- **Task inputs**

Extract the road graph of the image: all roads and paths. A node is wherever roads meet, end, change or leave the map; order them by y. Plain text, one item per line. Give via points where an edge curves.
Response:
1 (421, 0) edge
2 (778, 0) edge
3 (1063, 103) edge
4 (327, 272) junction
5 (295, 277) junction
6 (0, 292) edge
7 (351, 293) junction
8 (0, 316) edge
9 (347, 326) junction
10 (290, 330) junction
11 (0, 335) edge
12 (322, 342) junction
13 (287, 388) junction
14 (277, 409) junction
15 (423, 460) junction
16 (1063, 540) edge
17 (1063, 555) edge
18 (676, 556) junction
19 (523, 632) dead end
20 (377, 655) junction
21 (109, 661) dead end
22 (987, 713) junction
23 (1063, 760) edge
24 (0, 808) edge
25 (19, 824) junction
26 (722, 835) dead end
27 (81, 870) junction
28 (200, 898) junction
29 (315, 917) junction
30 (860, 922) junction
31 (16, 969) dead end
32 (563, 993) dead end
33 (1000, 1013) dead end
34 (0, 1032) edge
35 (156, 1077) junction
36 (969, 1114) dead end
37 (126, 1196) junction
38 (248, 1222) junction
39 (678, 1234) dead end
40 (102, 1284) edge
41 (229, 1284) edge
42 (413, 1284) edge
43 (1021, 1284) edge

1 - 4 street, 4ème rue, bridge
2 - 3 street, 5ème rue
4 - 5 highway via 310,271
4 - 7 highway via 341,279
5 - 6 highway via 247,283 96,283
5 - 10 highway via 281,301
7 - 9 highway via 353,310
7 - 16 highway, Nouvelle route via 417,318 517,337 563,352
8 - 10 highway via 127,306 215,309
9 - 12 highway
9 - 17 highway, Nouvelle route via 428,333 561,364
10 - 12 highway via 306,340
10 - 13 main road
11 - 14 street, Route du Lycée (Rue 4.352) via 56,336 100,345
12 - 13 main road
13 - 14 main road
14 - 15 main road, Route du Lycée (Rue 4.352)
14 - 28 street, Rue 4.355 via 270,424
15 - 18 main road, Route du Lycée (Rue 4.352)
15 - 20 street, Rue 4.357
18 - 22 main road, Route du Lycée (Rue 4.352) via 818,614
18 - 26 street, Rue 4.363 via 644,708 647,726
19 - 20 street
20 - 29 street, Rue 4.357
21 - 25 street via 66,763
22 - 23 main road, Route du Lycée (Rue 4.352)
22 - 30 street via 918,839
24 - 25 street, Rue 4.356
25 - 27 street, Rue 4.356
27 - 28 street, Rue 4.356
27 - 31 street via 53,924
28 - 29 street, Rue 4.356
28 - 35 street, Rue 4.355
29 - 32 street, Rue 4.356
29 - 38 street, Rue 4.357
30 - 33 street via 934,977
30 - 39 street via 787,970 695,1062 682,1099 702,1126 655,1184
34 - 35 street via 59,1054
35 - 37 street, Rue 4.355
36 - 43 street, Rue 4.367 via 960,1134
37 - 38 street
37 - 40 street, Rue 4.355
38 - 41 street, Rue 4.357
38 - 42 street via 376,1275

- **Exercise objective**
Looking at the material above, state the number of lines that contain the word "Nouvelle". Give nothing but that number.

- **Task result**
2